Michael Hübl
Ausgebürgert. Künstler aus der DDR 1949 – 1989
Albertinum Dresden, 7.10. – 12.12.1990
Kleine Deichtorhalle Hamburg, 10.1. – 1.3.1991
Jetzt geht es anders herum. Die Verhetzten, Verketzerten, Verschmähten, die unsoliden Subjekte, verantwortungslosen Gesellen, denen man staatsbürgerliche Reife abgesprochen hat – sie sind nun dran. Den vormals Geächteten widerfährt späte Gerechtigkeit, denn der Ruhm eines renommierten Hauses leuchtet über ihren Werken. Schon bald nach dem Fall der Mauer bemühte sich das Dresdener Albertinum um eine Ausstellung mit Arbeiten jener Künstler, die es in der DDR offiziell gar nicht gab: Sie hatten zwar nicht das Land, aber ihren Staat verlassen. Sie waren “ausgebürgert”. Unter diesem Stichwort hat sie Werner Schmidt, der neue Generaldirektor der Dresdener Museen, zurückgeholt in die Gefilde der Anerkennung und Wertschätzung. Es herrscht Wendezeit: Rot sind nur noch Titel, Signet, Verlagsname auf dem Katalog, und an die Symbole der roten Macht von ehedem erinnert nur noch der letzte Buchstabe des Ausstellungsmottos, der – gewollt oder nicht – einem Hammer ähnelt.

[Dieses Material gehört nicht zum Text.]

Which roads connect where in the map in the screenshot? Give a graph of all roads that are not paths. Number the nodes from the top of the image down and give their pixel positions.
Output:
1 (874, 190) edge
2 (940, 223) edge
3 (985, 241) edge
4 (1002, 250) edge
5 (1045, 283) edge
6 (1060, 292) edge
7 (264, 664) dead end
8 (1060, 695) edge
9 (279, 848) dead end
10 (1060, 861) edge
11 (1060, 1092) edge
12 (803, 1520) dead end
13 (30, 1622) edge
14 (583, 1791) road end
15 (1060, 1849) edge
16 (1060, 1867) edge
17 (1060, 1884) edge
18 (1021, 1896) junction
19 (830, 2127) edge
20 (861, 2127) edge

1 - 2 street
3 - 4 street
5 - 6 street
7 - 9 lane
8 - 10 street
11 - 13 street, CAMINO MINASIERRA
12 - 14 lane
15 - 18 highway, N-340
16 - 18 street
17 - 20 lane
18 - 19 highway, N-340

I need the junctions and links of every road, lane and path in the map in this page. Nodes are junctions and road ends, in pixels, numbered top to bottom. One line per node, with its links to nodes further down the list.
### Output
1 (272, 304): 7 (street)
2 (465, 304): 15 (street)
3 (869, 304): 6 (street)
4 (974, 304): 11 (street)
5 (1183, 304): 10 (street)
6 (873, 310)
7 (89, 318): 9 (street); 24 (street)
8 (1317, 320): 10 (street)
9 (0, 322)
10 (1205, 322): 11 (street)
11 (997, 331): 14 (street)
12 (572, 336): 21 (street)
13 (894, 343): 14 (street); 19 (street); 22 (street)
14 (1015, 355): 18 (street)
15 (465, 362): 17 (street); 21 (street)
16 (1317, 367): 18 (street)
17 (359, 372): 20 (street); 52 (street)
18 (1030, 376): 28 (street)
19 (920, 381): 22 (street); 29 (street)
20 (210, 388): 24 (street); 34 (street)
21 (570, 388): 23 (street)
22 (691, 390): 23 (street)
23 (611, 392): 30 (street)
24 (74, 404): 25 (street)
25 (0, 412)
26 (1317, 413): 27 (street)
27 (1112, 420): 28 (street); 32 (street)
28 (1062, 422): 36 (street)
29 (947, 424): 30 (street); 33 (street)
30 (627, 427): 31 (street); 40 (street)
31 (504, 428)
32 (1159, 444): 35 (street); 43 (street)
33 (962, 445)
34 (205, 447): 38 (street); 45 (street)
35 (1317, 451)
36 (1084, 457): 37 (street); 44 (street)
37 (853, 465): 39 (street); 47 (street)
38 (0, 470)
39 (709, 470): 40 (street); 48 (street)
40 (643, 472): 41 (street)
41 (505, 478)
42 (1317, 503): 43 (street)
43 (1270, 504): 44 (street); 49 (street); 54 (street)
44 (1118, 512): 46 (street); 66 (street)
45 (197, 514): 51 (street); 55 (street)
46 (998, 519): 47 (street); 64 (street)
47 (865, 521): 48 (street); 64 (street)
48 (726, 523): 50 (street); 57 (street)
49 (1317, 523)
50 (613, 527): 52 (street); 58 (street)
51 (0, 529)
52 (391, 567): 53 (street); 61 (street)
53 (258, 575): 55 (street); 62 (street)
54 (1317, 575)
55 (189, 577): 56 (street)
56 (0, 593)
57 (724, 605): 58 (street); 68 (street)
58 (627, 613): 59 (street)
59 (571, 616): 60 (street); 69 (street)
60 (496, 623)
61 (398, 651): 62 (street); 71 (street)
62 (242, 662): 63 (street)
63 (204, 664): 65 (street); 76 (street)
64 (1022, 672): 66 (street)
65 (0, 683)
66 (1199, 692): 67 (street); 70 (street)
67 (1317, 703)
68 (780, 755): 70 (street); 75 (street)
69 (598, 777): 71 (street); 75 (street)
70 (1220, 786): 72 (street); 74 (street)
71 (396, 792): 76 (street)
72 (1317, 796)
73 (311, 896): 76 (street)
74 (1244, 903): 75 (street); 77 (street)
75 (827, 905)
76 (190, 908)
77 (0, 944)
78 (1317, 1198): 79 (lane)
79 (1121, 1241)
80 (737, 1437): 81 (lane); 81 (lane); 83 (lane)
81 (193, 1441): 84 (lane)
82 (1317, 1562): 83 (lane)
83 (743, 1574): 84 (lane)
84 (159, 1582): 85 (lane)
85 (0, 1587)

“Ausgebürgert” als kleinster gemeinsamer Nenner für 360 Arbeiten von 170 Künstlern – was heißt das ins Kulturpolitische übersetzt? Wiedergutmachung? Siegergestus? Neubeginn? Klärung? Oder einfach: Machtwechsel? Mit schlichten Schablonen ist die Dresdener Retrospektive auf 40 Jahre ausgegrenzter Kunst nicht zu etikettieren. Denn die Ausstellung ist so gemischt wie die Gefühle, die mancher hatte, als er merkte, welche Gesellschaft da zusammenkam. Hans Jürgen Scheib, Maler, Graphiker und Bildhauer, zeitweise Ausstellungsorganisator am Prenzlauer Berg, schrieb Schmidt im Juli: “Es macht mir Gänsehaut, als Teil eines historischen Phänomens etwa neben jemandem zu hängen, der…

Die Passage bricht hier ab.